I knew that I could depend on a straight answer with no punches pulled. My mom would carefully estimate the possible effects of her answers to such questions before she finally framed one, while my father’s response would be the same irrespective of the questioner. But he would not answer thoughtlessly, nor for that matter dispassionately; he would personalize and internalize the issue.
He showed no reaction and kept on walking. We continued on into the cold, damp, pounding gales that were blowing back his thick, graying hair and stinging my face. I began to wonder if he had heard me, for it must have been a half mile ago when I had asked him, then he slowed to a stop and turned towards the shoreline. He was looking out past Long Island when he said, almost to himself, “I could believe in Hell easily enough, because there’s plenty of that here on earth, but heaven” – he paused for a few seconds and then shook his head – “I can’t conceive of it.”
I was not entirely surprised, even at that young an age. My father was extremely sensitive and already I understood that life had robbed him of his goals and dreams. Every night after work he would try to numb his anger, but more often than not it would lead to violent eruptions of his frustrated passions. Anguish is contagious, and his angry, dark and cynical view of life infected all of us – after all, we were only children and we were emotionally defenseless. When others of my generation felt cheated by the Kennedy assassinations or Vietnam or Watergate, I was hardly moved; they were only confirmations of what I had already learned.
Religious types will criticize my father for opening a door, but it had been unlocked for some time or I would not have asked the question. If anything my father’s answer slowed my inevitable progress towards atheism, for he was not an irreligious man. The fact that he had doubts seemed entirely natural – how can any sane and rational mind not have them? – but he was nonetheless a believer and he must have had some reason to believe. Whatever it was, I never found out.
I continued to have problems with heaven, because every time I imagined that it was within God’s power to create such a world, I had to wonder why He created this one. Why, in other words, did He not place us permanently in heaven from the start, with us free of the weaknesses for which He would punish us with earthly suffering? Why not simply make us into angels or something better? Of course, I heard all the talk of God’s infinite sense of justice; but I did not choose my nature; I did not create temptation; I did not ask to be born; and I did not eat from the tree! Did it occur to no one that the punishment far exceeded the crime?! Even if only an allegory, it does tell us something of the divine nature, something that is extremely difficult to reconcile with “love” and “mercy”.

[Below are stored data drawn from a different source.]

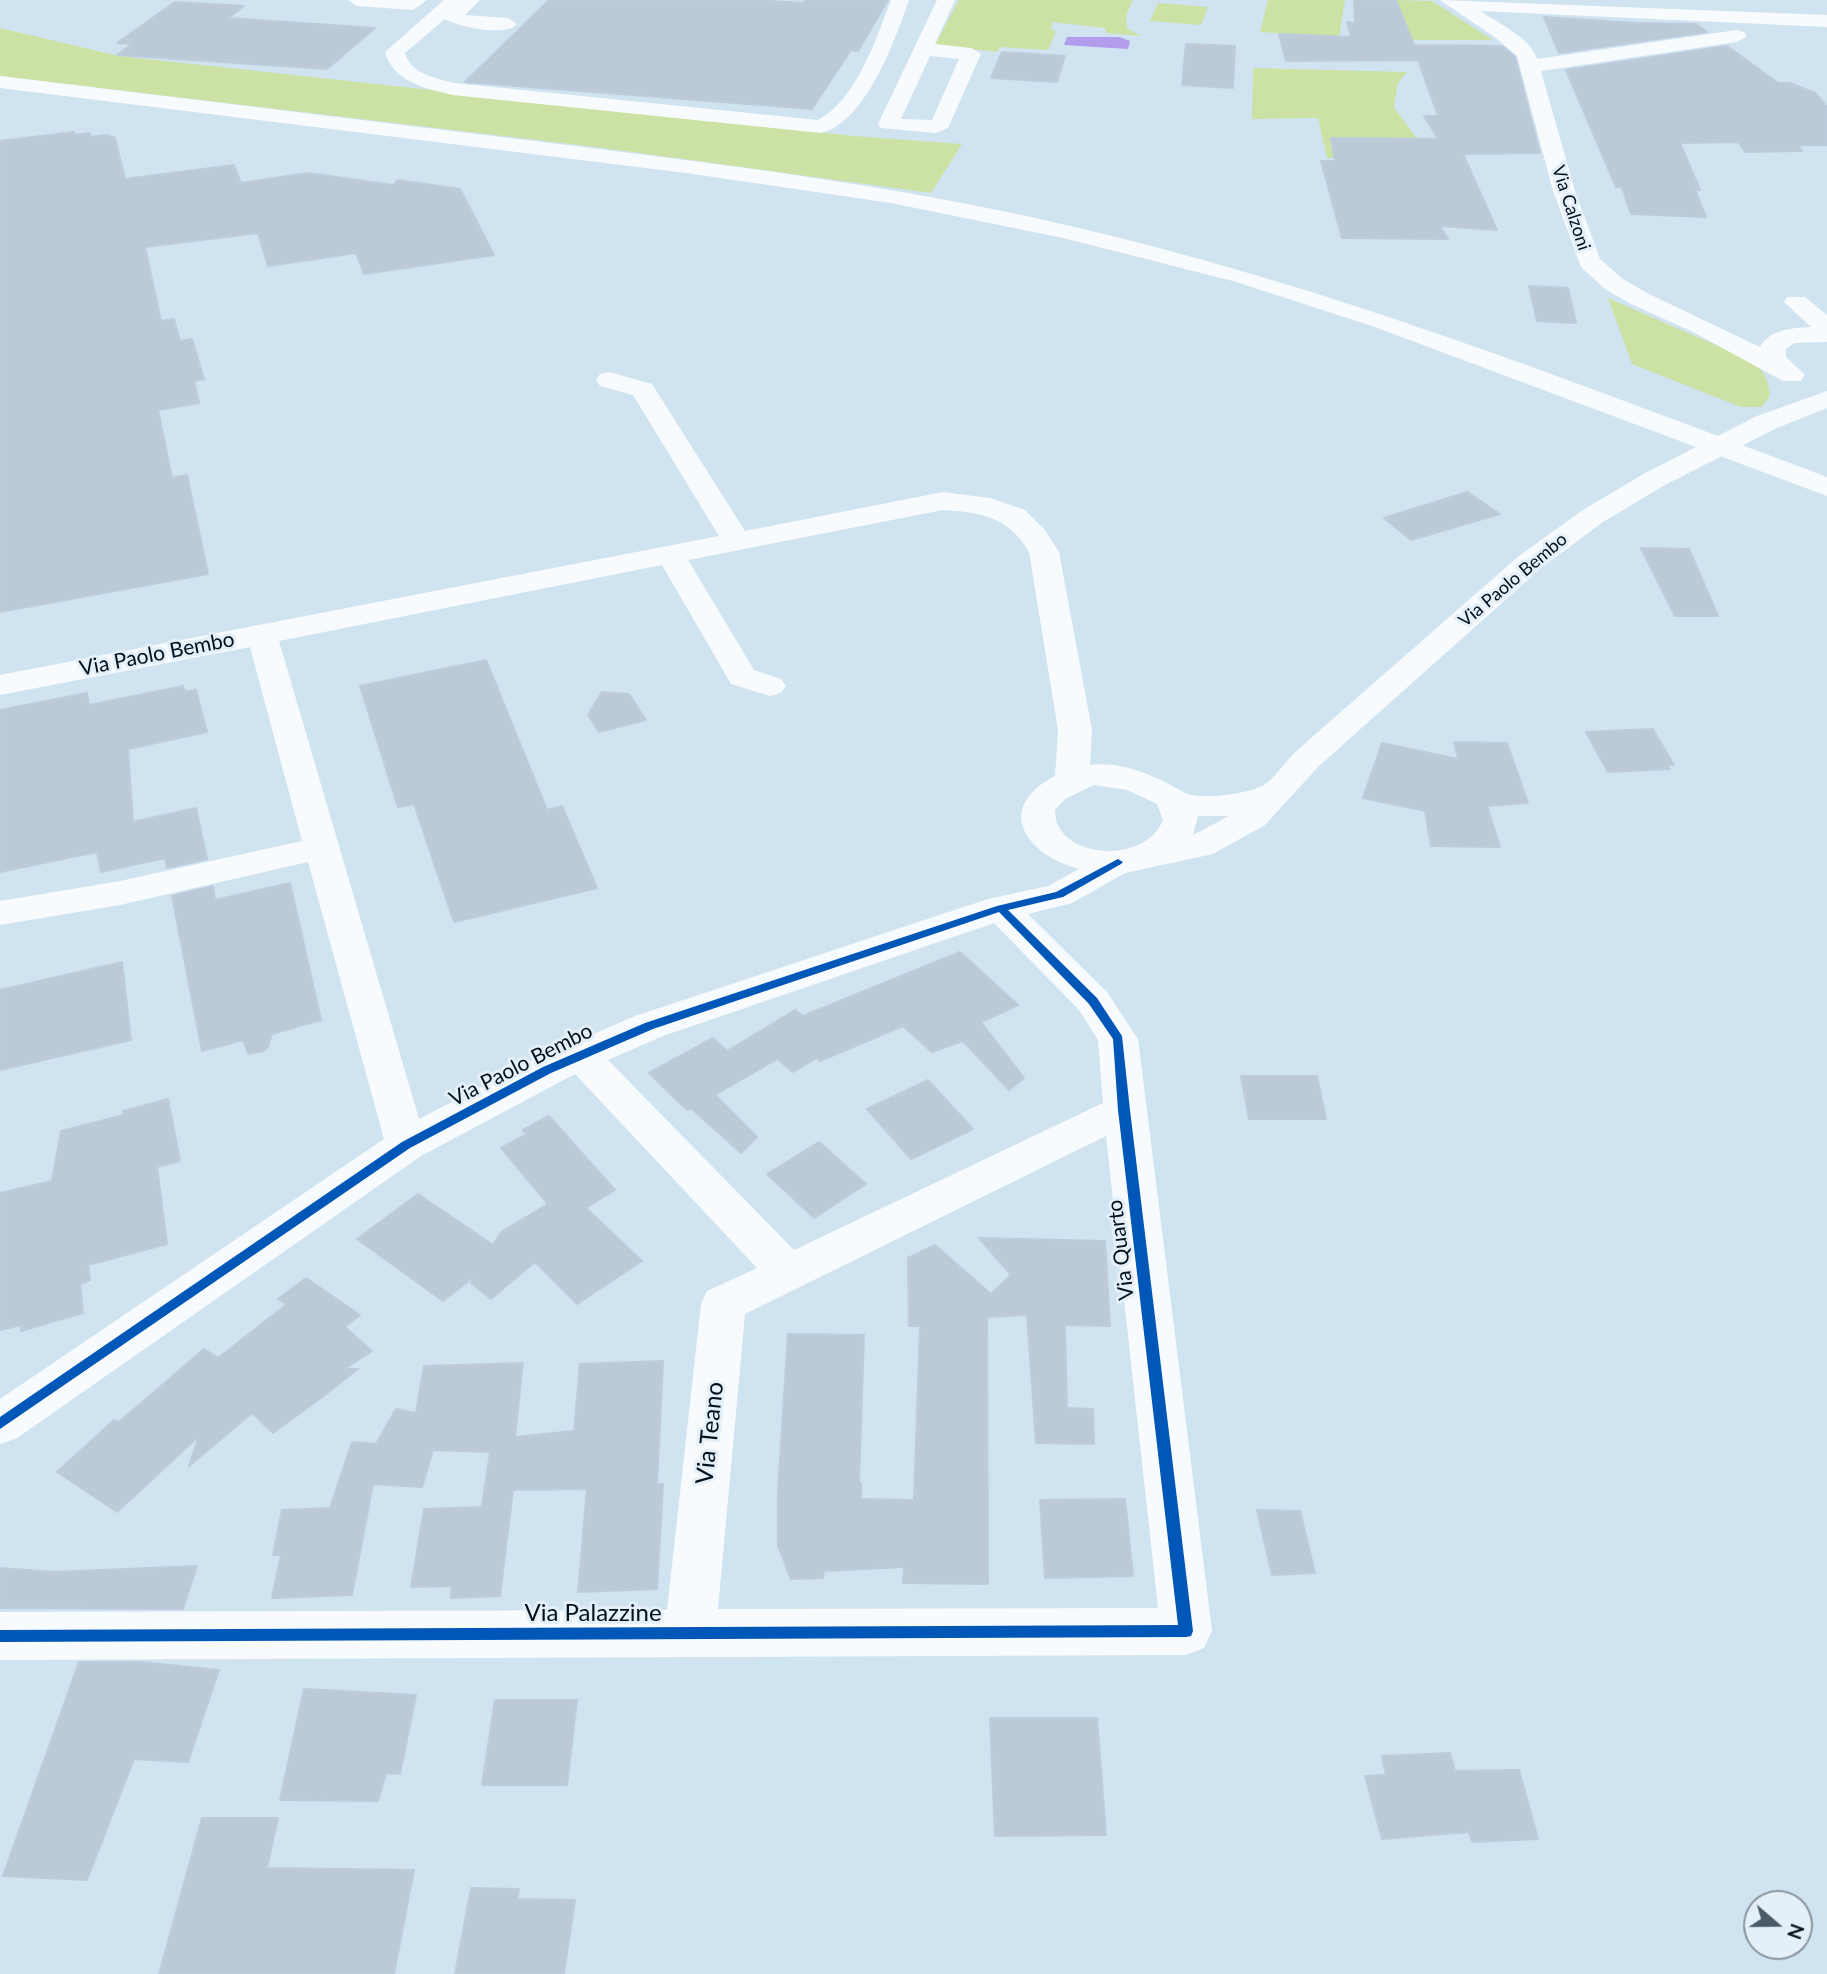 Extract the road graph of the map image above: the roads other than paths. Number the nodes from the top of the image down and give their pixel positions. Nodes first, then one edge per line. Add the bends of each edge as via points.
1 (357, 0) edge
2 (418, 0) edge
3 (455, 0) edge
4 (471, 0) edge
5 (900, 0) edge
6 (946, 0) edge
7 (1458, 2) edge
8 (1535, 5) edge
9 (1629, 10) edge
10 (1827, 22) edge
11 (508, 24) dead end
12 (1624, 34) dead end
13 (923, 49) junction
14 (1532, 66) junction
15 (0, 82) edge
16 (1796, 302) dead end
17 (1702, 327) junction
18 (1827, 331) edge
19 (1779, 341) junction
20 (1786, 372) junction
21 (609, 380) dead end
22 (1827, 387) edge
23 (1827, 399) edge
24 (1776, 418) junction
25 (1673, 430) junction
26 (1827, 487) edge
27 (1827, 505) edge
28 (737, 541) junction
29 (670, 554) junction
30 (262, 635) junction
31 (0, 685) edge
32 (770, 686) dead end
33 (1075, 730) junction
34 (1116, 775) junction
35 (1072, 779) junction
36 (1274, 792) junction
37 (1171, 800) junction
38 (322, 848) junction
39 (1065, 851) junction
40 (1157, 852) junction
41 (1118, 862) junction
42 (1001, 908) junction
43 (0, 913) edge
44 (580, 1055) junction
45 (1124, 1110) junction
46 (405, 1145) junction
47 (788, 1272) junction
48 (4, 1420) edge
49 (1186, 1631) joint
50 (690, 1634) junction
51 (0, 1636) edge

1 - 2 main road via 413,4
3 - 5 main road via 395,52 396,61 408,73 453,89 821,127 833,124 861,85
4 - 11 main road via 452,16 465,22
6 - 13 main road
7 - 8 main road, Via Calzoni
7 - 14 main road, Via Calzoni via 1516,43
8 - 9 main road, Via Calzoni
9 - 10 main road, Via Calzoni
9 - 12 main road
10 - 14 main road, Via Calzoni
13 - 13 main road via 912,74 888,124 941,124 971,54
14 - 17 main road, Via Calzoni via 1553,153 1588,262 1640,299
15 - 25 main road via 686,166 891,196 1051,228 1268,285 1506,365
16 - 18 main road
17 - 19 main road, Via Calzoni
17 - 20 main road, Via Calzoni
18 - 19 main road
19 - 20 main road via 1771,353
20 - 22 main road
20 - 24 main road
21 - 28 main road via 643,390
23 - 24 main road, Via Paolo Bembo
24 - 36 main road, Via Paolo Bembo via 1654,479 1530,562
25 - 26 main road
25 - 27 main road
28 - 29 main road
28 - 33 main road via 943,501 984,504 1018,516 1034,530 1044,552
29 - 30 main road
29 - 32 main road via 742,677
30 - 31 main road, Via Paolo Bembo
30 - 38 main road, Via Paolo Bembo
33 - 34 main road
33 - 35 main road
34 - 35 main road, Via Paolo Bembo
34 - 37 main road, Via Paolo Bembo via 1157,788
35 - 39 main road, Via Paolo Bembo via 1049,793 1038,812 1049,840
36 - 37 main road, Via Paolo Bembo via 1235,807 1201,808
36 - 40 main road, Via Paolo Bembo via 1253,817 1200,845
37 - 40 main road via 1180,823 1177,834
38 - 43 main road via 120,894
38 - 46 main road, Via Paolo Bembo
39 - 41 main road, Via Paolo Bembo via 1081,858
39 - 42 main road, Via Paolo Bembo via 1044,880
40 - 41 main road, Via Paolo Bembo
41 - 42 main road, Via Paolo Bembo via 1059,895
42 - 44 main road, Via Paolo Bembo via 649,1026
42 - 45 main road, Via Quarto via 1093,1001 1118,1040
44 - 46 main road, Via Paolo Bembo
44 - 47 main road
45 - 47 main road, Via Teano
45 - 49 main road, Via Quarto
46 - 48 main road, Via Paolo Bembo
47 - 50 main road, Via Teano via 723,1304
49 - 50 main road, Via Palazzine
50 - 51 main road, Via Palazzine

How I came to despise these words! They made me sick with revulsion. Not only were we here for no good reason, but an infinitely innocent sacrifice and acceptance of a blatant contradiction were required before admitting us into paradise. The rest of us, not lucky enough to be born into the right creed or unable to suspend our reason, were destined to be consigned to eternal damnation. Would it not, for goodness sake, have been better to simply leave us as a bad idea never realized?

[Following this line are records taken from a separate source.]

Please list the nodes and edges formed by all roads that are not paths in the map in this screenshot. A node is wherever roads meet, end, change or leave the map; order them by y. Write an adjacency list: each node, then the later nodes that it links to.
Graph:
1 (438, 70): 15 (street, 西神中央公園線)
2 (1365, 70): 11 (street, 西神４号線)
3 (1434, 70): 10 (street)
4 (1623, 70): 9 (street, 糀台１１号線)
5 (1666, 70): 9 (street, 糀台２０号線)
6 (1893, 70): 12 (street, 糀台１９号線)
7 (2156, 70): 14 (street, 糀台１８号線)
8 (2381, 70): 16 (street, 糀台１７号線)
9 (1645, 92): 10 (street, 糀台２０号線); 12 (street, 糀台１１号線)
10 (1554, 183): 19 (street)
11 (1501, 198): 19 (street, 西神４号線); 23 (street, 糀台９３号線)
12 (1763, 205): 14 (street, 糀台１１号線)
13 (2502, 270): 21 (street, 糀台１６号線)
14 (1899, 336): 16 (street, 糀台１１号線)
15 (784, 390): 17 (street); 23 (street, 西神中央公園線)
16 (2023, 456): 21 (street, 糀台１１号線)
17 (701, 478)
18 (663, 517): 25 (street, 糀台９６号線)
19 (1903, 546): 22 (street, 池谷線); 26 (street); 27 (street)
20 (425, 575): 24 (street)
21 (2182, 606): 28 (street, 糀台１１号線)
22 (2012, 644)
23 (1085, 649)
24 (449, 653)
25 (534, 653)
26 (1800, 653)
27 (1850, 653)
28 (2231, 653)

It was all the sugar-coating that made belief for me so unpalatable. I used to conceal my disregard behind an emotionless exterior as I listened to assurances of divine love; like when you halfheartedly humor someone you feel has lost his mind. When it was clear that I was hopeless, we would invariably revert to the real issue: The Divine Threat! “But what if you are wrong?” I was told; as if you should believe on a hunch, in order to hedge your bets in case this brutal, monstrous vision is a reality.
“Then if I am wrong, I will still be right: for refusing to surrender to the irrational demands of an infinite tyranny, for refusing to indulge an unquenchable narcissism that feeds on helpless suffering, and for refusing to accept responsibility and repent for a grand blunder which I did not commit. In the end, I will be an eternal victim of the greatest injustice and in this way, I will forever represent a higher sense of righteousness than the One that brought us into being. It may not ease my suffering in the everlasting torture chamber, but at least it will give it meaning.”